One of the hardest hit subsets of oyster growers are members of the new “Alternative Oyster Culture” industry, about six growers that created above-bottom farms of caged oysters in Barataria Bay just north of Grand Isle, said Earl Melancon, a Louisiana Sea Grant biologist and oyster expert.

“Whether they were big or small, most of them lost all of their cages and their oysters,” he said. “You’d expect lots of despair, justifiably so, right after the hurricane passed, whether they want to get back in the industry. But I’m amazed at their resilience. They’re all going to try to come back and that’s a good sign.”

The off-bottom oyster culture efforts are aimed in part at finding alternatives for traditional bottom growth areas that might be made too fresh by the Mississippi River water used to deliver sediment by the state’s proposed Mid-Barataria sediment diversion.

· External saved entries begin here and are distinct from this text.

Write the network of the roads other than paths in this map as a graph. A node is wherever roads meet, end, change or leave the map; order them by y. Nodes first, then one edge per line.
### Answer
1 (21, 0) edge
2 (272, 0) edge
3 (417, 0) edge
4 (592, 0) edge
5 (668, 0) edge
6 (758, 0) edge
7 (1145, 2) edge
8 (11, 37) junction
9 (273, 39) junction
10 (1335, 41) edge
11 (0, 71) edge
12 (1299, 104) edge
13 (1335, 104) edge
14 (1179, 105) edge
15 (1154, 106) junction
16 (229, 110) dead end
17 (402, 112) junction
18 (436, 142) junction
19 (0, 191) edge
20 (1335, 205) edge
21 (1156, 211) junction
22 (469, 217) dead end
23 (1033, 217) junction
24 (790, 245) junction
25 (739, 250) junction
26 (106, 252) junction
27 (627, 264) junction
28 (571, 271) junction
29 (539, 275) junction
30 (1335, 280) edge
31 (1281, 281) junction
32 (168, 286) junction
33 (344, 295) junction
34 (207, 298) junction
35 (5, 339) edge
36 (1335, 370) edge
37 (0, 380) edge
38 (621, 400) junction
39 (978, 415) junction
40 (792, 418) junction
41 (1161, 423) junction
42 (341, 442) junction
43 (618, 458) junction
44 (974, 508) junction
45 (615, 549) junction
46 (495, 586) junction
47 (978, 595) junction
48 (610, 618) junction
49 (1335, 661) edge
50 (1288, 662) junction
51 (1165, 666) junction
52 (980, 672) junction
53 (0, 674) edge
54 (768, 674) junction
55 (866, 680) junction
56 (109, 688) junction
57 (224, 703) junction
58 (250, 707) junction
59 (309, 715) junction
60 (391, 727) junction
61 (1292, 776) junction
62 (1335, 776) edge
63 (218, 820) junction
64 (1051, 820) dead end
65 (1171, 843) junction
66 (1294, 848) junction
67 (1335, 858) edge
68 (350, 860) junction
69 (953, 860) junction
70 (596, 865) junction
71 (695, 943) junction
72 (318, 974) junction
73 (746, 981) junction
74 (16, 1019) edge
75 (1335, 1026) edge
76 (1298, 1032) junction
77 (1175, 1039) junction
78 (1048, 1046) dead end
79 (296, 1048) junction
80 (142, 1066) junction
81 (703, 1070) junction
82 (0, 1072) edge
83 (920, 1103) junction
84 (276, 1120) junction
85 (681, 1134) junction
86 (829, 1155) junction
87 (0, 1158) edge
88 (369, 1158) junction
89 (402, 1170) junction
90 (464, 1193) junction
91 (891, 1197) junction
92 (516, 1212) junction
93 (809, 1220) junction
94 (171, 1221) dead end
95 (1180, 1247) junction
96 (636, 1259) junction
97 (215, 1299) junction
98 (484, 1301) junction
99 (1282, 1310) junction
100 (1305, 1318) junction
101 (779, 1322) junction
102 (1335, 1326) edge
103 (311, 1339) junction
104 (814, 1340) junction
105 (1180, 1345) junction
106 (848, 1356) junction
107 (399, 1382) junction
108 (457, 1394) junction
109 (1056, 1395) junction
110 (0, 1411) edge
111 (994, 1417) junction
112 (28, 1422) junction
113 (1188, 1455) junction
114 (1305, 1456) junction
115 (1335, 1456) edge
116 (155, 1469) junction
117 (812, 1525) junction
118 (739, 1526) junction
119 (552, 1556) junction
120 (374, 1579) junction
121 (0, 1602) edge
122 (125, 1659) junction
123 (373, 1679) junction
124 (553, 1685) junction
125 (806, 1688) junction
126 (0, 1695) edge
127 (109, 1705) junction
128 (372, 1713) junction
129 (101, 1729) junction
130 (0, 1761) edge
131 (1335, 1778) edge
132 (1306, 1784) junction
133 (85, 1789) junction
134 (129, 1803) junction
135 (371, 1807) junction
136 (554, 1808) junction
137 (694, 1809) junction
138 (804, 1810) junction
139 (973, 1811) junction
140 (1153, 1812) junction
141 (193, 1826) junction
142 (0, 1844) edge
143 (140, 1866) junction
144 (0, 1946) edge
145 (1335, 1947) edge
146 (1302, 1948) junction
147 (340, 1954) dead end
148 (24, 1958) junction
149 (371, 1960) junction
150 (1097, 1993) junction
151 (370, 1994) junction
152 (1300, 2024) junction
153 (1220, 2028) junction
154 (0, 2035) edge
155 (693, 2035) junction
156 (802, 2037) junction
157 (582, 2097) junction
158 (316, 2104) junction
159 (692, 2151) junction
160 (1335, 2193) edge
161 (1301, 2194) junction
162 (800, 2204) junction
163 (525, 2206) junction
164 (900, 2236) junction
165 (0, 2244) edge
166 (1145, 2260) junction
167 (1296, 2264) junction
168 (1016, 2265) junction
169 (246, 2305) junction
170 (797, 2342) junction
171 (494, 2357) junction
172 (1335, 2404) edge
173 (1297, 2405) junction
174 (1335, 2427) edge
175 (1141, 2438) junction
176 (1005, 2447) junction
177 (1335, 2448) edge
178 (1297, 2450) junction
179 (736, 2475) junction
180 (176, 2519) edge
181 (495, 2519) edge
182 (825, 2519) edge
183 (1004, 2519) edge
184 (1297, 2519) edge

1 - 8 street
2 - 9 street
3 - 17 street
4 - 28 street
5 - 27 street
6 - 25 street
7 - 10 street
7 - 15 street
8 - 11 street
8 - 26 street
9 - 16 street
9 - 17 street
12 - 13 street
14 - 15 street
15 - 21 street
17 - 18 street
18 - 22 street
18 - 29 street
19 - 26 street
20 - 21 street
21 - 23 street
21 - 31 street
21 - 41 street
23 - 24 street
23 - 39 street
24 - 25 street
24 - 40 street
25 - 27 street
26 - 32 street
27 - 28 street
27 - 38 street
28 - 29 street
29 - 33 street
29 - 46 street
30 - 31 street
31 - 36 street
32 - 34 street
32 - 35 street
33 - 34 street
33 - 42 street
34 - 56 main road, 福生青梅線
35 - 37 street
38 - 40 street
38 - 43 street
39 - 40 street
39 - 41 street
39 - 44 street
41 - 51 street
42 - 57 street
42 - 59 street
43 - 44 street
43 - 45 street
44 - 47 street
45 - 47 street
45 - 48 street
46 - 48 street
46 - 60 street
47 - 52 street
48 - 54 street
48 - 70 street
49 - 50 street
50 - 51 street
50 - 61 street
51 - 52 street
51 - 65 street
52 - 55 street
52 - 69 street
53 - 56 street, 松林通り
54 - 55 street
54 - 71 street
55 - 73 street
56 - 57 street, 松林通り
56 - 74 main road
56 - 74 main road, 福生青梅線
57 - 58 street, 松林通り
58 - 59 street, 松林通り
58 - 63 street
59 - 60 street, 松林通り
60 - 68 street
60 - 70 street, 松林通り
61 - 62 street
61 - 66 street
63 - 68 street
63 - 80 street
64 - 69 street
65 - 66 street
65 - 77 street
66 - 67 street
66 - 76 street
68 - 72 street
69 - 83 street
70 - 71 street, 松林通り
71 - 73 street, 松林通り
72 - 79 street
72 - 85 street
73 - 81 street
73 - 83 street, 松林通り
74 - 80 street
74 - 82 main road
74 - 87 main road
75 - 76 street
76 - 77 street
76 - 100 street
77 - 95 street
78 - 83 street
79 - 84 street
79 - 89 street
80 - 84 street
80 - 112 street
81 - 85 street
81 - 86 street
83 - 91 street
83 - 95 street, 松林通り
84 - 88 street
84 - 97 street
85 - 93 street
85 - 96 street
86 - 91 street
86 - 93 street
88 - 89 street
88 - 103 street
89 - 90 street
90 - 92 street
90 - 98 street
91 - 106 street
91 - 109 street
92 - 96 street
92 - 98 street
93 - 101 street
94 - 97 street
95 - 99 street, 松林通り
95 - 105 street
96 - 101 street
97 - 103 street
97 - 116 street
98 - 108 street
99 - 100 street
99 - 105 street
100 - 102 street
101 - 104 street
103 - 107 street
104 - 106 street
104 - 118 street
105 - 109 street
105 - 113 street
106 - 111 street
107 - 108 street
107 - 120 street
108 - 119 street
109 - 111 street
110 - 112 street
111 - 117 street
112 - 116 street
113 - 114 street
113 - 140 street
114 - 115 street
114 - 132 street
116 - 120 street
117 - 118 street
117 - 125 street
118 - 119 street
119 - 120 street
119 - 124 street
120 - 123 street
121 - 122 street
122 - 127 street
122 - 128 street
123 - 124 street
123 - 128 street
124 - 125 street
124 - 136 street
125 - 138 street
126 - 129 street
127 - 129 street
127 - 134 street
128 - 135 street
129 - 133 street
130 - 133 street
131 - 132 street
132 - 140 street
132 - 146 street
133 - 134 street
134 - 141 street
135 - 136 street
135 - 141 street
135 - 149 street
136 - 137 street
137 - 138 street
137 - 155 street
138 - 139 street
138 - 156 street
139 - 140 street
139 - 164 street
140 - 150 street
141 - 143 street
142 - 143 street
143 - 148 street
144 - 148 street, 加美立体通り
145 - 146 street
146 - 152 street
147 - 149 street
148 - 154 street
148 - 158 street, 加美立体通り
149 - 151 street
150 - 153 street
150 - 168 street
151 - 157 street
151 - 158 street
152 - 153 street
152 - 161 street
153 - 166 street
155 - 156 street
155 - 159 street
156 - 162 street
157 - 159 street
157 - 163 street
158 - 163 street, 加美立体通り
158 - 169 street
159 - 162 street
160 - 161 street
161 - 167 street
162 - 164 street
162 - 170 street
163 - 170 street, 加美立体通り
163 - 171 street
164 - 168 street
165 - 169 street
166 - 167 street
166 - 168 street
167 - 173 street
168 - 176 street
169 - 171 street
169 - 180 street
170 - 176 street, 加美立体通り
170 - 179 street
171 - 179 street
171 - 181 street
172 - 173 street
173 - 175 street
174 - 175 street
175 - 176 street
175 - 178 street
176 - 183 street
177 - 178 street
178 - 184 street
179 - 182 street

But the new growers have some significant obstacles to cross, Melancon said, as there are no present insurance carriers in the state that were willing to provide them with policies. Sea Grant is in the midst of developing a grant proposal aimed at identifying better ways of anchoring the growing cages in the face of weather challenges, Melancon said. “But honestly, in the face of a Category 4 storm, it’s difficult to say that you could have hardening that would handle something like that.”

For the oyster industry as a whole, a key question in its recovery from Ida is whether larger oyster houses that contract with smaller growers to move their oysters to market will see those growers return.

“A lot of the plant workers and operators are homeless,” he said. “It’s going to be an uphill climb for them to even have a sense of normalcy.”

This story was updated on Monday, Sept. 27, to include the reopening of more oyster harvest areas by the Louisiana Department of Health.